The D.C. appellate court had no choice in taking the case. The Supreme Court always has that choice, and the justices are fully aware that their decision to do so here could very well run out the clock on this prosecution. Polls have shown that a felony conviction against Trump, particularly for his efforts to overturn the last presidential election, would almost certainly sink his candidacy, as well it should. The Supreme Court, by agreeing to hear the case, appears intent on sparing Trump that ignominy. It is putting its foot on the political scale to a degree that no prior court has done, at least since 2000.

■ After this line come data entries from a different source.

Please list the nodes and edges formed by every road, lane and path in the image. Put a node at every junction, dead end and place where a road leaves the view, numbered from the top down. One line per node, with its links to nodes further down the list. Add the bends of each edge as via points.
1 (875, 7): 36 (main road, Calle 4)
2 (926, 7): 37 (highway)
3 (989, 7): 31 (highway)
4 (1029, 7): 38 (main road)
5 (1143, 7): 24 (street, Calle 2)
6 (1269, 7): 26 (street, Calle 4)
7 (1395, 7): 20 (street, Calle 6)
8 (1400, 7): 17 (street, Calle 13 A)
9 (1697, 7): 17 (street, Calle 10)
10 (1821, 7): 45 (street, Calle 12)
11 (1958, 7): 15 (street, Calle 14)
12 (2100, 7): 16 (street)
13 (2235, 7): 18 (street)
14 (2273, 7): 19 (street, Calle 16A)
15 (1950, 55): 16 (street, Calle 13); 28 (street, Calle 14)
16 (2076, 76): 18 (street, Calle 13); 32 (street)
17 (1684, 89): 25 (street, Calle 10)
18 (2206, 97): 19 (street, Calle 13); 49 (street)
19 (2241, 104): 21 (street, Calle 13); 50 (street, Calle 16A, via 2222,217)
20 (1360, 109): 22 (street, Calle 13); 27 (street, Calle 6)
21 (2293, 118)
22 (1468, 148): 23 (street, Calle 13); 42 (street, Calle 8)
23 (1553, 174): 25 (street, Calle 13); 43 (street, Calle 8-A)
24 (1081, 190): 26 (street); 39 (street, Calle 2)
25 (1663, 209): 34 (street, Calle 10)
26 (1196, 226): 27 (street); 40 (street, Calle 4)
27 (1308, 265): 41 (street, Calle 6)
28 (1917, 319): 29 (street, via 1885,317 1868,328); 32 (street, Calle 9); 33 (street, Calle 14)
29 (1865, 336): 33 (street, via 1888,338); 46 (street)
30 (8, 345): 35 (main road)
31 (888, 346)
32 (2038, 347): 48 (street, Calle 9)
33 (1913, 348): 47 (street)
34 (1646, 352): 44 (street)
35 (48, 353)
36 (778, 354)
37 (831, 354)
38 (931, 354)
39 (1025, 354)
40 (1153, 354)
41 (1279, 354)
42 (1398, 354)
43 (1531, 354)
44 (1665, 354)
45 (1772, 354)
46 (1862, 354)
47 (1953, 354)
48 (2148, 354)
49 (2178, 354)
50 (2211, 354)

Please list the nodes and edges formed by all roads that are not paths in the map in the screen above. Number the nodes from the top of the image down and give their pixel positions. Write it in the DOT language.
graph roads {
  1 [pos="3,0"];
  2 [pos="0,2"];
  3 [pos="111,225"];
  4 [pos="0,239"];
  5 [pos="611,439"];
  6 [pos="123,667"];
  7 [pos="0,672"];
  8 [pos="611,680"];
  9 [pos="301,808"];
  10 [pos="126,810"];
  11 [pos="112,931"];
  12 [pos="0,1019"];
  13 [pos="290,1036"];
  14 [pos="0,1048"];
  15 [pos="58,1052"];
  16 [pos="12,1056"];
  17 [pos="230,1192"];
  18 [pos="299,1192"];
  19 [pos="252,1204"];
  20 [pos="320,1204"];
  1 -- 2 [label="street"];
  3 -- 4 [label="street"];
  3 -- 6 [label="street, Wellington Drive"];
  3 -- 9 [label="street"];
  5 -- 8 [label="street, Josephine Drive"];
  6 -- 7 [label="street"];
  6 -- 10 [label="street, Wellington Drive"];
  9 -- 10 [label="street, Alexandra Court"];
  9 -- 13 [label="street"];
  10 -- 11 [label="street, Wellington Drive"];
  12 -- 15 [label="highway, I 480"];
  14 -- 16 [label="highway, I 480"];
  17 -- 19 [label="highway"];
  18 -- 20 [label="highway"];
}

Keep in mind, the special prosecutor had asked the Supreme Court late last year to rule on Trump’s immunity claim on an expedited basis, but the court declined to take up the case, allowing it to go to the D.C. appellate panel instead. That makes the high court’s decision to take up the case now appear almost certainly intended to delay Trump’s prosecution, for political purposes. For a court, that’s the definition of corrupt intent.
In large part because Trump is a corrupt individual, he would likely use his power, should he be elected again, to immediately dismiss the cases against him, both for election interference and for conspiring to retain classified documents and obstruct justice. Most other presidents have avoided interfering in legal cases, but Trump has made abuse of power part of this appeal to the MAGA base. Should Trump take office again, he’ll populate his administration with yes men and feel emboldened to engage in even worse criminality.
Sadly, there’s one thing the Supreme Court’s decision last week almost guarantees. Should Trump be elected again, the high court has no intention of checking the power of a dangerous fool. America could soon be in real trouble.